La réunion de politique prévue en juin clarifiera peut-être les choses. À la lumière des procès-verbaux des réunions de politique intermédiaires et exceptionnelles, l’on comprend que certains gouverneurs souhaitent préciser la politique de communication relative aux taux directeurs et/ou aux programmes de rachat d’actifs. Une piste de réflexion consisterait à s’accrocher aux chiffres économiques purs et durs: par exemple, la Fed normaliserait la politique uniquement si le taux de chômage tombe en deçà d’un certain niveau et/ou si l’inflation excède l’objectif de 2% pendant une certaine période. Examinons en premier lieu le programme de rachat d’actifs: des rumeurs prétendent que la Fed remettrait déjà en question le caractère ouvert et illimité du rachat d’obligations d’État. Au regard du rythme du cycle de normalisation précédent, cela nous semble toutefois très prématuré. Depuis mi-mars, la banque centrale a systématiquement réduit le montant quotidien de ses rachats d’obligations, de 75 milliards USD à 10 milliards USD; mais elle préserverait sa marge de manœuvre et un certain calme sur les marchés en maintenant officiellement le caractère illimité du programme d’assouplissement quantitatif. Par ailleurs, nous avons déjà souligné que la Fed exerce un contrôle implicite sur l’ensemble de la courbe des taux. Une deuxième piste de réflexion consisterait à imiter la banque centrale du Japon, par exemple, en rendant ce contrôle explicite: la FED définirait des niveaux de taux qui font office de plafond. Pensez par exemple à un taux de 1% pour le taux à 10 ans. Mais là encore, une telle mesure nous paraît prématurée: le taux long américain s’est stabilisé entre 0,6% et 0,8%. La Fed ne regrette pas la baisse de la volatilité malgré sa présence réduite.

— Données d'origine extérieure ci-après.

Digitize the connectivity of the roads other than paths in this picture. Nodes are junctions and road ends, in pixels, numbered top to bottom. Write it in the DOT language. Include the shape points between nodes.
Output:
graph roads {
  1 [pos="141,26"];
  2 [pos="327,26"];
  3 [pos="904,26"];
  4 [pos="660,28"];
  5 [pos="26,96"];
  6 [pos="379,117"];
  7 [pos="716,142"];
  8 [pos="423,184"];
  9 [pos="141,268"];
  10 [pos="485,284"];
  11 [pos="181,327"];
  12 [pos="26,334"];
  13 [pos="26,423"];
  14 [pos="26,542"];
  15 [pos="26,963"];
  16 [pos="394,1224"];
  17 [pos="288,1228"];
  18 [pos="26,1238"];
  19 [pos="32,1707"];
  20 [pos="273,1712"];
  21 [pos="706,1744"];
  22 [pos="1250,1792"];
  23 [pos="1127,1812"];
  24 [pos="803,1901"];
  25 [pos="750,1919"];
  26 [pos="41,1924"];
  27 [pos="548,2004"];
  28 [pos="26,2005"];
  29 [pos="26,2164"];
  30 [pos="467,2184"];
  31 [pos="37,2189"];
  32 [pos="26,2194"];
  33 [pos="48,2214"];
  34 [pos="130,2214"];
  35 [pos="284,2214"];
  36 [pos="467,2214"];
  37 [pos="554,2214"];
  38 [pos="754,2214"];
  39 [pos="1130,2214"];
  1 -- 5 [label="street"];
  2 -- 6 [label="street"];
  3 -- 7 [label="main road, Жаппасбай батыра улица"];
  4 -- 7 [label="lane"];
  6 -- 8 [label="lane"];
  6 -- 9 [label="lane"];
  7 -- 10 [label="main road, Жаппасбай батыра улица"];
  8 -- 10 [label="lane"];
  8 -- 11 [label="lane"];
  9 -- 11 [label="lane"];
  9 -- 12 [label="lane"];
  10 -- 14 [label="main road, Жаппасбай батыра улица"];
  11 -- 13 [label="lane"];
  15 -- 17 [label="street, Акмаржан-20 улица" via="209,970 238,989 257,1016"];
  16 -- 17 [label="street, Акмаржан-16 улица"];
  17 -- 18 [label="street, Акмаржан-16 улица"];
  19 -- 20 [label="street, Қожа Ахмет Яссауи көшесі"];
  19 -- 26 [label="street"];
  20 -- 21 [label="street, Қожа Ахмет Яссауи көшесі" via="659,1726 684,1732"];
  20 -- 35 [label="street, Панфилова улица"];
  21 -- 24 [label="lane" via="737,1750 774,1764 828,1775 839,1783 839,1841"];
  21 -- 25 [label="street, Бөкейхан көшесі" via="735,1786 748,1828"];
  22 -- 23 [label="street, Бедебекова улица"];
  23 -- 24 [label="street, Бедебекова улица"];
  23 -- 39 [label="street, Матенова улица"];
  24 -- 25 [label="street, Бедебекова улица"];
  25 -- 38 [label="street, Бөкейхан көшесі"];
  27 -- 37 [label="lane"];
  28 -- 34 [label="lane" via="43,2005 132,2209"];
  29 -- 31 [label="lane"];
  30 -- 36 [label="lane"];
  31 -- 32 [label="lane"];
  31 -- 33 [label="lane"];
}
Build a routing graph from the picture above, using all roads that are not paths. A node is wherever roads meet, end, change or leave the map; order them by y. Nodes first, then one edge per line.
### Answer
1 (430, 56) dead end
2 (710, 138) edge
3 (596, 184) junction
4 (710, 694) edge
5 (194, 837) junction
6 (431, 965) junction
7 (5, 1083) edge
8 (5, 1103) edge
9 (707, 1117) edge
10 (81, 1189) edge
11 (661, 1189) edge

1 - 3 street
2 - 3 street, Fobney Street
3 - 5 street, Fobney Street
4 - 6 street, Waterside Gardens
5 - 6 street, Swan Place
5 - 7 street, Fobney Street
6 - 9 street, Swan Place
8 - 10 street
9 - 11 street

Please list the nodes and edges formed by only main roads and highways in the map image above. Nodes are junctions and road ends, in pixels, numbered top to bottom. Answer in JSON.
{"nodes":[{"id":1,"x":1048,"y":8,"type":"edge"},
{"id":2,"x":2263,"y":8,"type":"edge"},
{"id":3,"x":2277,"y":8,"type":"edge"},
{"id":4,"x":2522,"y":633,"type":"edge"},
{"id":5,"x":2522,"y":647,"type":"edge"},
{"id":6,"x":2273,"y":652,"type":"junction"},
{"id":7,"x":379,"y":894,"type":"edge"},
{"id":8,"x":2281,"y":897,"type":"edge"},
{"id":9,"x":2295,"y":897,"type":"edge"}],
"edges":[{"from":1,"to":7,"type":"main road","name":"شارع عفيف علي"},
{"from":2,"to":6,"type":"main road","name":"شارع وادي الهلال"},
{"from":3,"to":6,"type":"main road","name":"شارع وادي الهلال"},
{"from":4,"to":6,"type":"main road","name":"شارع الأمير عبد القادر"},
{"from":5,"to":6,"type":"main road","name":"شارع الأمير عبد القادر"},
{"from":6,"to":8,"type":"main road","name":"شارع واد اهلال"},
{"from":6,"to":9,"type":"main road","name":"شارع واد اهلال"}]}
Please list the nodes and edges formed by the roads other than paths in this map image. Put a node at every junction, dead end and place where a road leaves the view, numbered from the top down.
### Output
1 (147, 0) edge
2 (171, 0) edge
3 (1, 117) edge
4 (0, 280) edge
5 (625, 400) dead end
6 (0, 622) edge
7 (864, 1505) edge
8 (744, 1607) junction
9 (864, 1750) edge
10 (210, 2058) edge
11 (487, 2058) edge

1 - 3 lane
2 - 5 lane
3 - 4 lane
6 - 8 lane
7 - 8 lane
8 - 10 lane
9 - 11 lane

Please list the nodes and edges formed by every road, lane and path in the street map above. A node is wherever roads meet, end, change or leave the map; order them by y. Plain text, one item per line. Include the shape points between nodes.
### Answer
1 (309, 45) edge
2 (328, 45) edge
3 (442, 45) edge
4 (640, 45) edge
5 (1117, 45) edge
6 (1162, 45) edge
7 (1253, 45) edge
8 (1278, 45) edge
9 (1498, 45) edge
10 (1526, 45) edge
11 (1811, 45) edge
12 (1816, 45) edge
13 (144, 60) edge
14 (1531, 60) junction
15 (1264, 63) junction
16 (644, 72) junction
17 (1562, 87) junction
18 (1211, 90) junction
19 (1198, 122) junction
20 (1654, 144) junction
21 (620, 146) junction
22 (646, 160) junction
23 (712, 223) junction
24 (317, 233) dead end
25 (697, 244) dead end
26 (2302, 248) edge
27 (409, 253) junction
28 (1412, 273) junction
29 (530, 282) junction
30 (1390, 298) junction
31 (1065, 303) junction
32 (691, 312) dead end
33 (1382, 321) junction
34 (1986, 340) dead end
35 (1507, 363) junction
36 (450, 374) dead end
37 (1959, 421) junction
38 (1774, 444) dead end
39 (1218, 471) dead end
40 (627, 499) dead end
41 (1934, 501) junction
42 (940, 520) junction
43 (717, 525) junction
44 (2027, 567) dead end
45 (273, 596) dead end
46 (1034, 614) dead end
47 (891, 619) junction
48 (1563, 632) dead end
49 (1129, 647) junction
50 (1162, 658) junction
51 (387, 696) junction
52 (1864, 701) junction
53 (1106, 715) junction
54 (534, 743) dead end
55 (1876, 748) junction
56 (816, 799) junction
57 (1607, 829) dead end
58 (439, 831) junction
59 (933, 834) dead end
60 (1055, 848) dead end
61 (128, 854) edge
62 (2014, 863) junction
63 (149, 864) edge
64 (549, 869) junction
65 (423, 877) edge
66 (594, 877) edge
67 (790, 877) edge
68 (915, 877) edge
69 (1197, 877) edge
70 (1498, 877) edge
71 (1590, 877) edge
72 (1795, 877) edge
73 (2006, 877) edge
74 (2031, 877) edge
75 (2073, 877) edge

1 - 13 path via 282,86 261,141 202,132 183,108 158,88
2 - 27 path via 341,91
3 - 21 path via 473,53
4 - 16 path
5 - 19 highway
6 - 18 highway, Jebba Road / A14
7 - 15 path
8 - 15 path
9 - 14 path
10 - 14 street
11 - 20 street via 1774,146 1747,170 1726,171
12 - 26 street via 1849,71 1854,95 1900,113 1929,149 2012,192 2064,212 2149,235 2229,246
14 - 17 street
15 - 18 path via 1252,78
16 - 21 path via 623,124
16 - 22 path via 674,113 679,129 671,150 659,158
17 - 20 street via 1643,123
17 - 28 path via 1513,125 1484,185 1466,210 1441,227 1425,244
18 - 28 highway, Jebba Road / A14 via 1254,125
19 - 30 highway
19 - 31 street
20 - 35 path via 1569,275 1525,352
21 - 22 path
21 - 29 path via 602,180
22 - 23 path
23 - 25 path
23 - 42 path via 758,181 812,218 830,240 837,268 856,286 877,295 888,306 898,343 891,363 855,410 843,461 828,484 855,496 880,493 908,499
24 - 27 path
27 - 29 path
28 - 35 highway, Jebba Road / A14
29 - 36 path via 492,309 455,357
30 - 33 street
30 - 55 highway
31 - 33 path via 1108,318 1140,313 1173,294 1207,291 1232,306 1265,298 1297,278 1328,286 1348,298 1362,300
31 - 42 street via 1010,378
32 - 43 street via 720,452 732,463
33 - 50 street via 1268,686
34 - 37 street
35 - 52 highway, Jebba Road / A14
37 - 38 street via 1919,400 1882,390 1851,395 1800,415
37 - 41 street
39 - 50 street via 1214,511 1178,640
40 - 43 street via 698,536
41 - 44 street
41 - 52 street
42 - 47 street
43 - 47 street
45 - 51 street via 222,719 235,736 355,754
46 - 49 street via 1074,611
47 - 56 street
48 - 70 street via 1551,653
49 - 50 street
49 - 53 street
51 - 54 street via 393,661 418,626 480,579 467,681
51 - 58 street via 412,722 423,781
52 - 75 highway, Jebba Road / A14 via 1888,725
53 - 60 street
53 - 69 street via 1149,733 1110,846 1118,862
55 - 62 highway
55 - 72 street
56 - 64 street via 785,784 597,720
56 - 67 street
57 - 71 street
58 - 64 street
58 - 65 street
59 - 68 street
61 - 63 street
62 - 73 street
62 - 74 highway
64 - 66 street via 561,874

Du côté des marchés, le geste rassurant de la Fed confirme et prolonge le contexte de taux bas. Sur le marché des changes, maintenant que tous les banquiers ont pour ainsi dire fait tapis, la politique monétaire n’est plus un facteur de différenciation. Si le dollar perdait de sa valeur, ce serait donc surtout en raison d’un sentiment plus constructif sur les marchés. Il s’agit après tout de la classe d’actifs par excellence pour laquelle les réunions de la Fed sont rarement source de déception…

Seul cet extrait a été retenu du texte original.